Work request →
Would you copy out each line of the records below that includes the word "main"?

[Saved entries]
################
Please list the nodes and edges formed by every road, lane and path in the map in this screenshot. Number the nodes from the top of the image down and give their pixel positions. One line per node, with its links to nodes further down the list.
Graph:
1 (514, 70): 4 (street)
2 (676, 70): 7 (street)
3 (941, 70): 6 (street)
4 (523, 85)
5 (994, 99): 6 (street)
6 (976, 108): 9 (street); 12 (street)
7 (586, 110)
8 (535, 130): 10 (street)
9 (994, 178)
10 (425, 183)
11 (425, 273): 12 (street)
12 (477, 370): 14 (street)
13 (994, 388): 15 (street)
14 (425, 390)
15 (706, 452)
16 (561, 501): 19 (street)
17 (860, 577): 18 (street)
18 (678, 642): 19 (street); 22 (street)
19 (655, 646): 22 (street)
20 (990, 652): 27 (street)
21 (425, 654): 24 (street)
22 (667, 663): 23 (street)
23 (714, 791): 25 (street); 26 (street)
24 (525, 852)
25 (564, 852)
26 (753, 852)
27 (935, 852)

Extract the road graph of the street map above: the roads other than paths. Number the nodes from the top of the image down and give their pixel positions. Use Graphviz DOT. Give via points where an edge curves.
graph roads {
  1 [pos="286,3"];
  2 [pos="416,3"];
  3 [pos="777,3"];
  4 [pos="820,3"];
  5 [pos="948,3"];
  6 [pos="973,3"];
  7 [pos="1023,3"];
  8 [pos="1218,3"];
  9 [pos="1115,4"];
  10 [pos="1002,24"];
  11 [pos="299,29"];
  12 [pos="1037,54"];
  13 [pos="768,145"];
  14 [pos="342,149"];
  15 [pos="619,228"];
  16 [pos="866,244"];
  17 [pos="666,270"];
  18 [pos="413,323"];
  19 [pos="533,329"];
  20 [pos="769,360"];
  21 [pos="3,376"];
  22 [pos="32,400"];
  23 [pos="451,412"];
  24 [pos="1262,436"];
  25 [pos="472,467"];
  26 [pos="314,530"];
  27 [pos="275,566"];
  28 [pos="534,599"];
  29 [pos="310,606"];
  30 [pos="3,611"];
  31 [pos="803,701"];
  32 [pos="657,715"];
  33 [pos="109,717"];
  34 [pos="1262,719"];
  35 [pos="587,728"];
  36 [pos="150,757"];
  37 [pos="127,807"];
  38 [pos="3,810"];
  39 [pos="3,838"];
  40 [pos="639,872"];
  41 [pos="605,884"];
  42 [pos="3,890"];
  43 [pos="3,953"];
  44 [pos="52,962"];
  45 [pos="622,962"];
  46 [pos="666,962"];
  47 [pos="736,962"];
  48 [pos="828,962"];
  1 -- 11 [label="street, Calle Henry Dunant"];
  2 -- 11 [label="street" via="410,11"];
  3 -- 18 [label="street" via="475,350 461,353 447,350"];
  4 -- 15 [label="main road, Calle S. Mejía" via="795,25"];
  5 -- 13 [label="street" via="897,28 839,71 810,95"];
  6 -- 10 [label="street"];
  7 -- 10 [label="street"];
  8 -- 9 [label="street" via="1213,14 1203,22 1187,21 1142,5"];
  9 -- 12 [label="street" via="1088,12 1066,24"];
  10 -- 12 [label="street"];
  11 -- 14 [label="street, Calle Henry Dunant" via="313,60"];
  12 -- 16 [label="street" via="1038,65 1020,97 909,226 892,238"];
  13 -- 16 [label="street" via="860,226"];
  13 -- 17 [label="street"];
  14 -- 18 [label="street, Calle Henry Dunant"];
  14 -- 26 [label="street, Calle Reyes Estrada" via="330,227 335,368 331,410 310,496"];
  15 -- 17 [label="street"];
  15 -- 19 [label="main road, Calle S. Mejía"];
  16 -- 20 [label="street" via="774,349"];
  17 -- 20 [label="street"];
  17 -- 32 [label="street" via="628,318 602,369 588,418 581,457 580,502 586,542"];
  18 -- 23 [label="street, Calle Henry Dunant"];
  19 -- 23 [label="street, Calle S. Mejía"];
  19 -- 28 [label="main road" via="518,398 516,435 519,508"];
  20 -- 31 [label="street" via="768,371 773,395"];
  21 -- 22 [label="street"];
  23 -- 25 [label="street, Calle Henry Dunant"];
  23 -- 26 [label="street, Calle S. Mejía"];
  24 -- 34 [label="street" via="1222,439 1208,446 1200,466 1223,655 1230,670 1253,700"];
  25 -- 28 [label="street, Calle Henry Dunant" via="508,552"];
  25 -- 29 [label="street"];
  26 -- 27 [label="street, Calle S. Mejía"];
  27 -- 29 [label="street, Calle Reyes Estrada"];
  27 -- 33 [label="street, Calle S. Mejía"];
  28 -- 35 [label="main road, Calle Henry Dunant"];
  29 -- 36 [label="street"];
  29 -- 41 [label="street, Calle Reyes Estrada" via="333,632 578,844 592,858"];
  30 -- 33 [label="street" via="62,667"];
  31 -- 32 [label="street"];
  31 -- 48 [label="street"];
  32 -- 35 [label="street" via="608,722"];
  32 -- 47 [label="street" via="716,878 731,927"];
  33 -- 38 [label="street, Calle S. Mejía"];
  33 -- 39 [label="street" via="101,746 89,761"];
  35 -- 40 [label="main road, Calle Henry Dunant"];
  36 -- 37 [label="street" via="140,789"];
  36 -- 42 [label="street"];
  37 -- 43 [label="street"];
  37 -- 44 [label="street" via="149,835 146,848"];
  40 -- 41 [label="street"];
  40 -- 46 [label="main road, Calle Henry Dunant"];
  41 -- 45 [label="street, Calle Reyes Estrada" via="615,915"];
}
################
Exercise result →
  4 -- 15 [label="main road, Calle S. Mejía" via="795,25"];
  15 -- 19 [label="main road, Calle S. Mejía"];
  19 -- 28 [label="main road" via="518,398 516,435 519,508"];
  28 -- 35 [label="main road, Calle Henry Dunant"];
  35 -- 40 [label="main road, Calle Henry Dunant"];
  40 -- 46 [label="main road, Calle Henry Dunant"];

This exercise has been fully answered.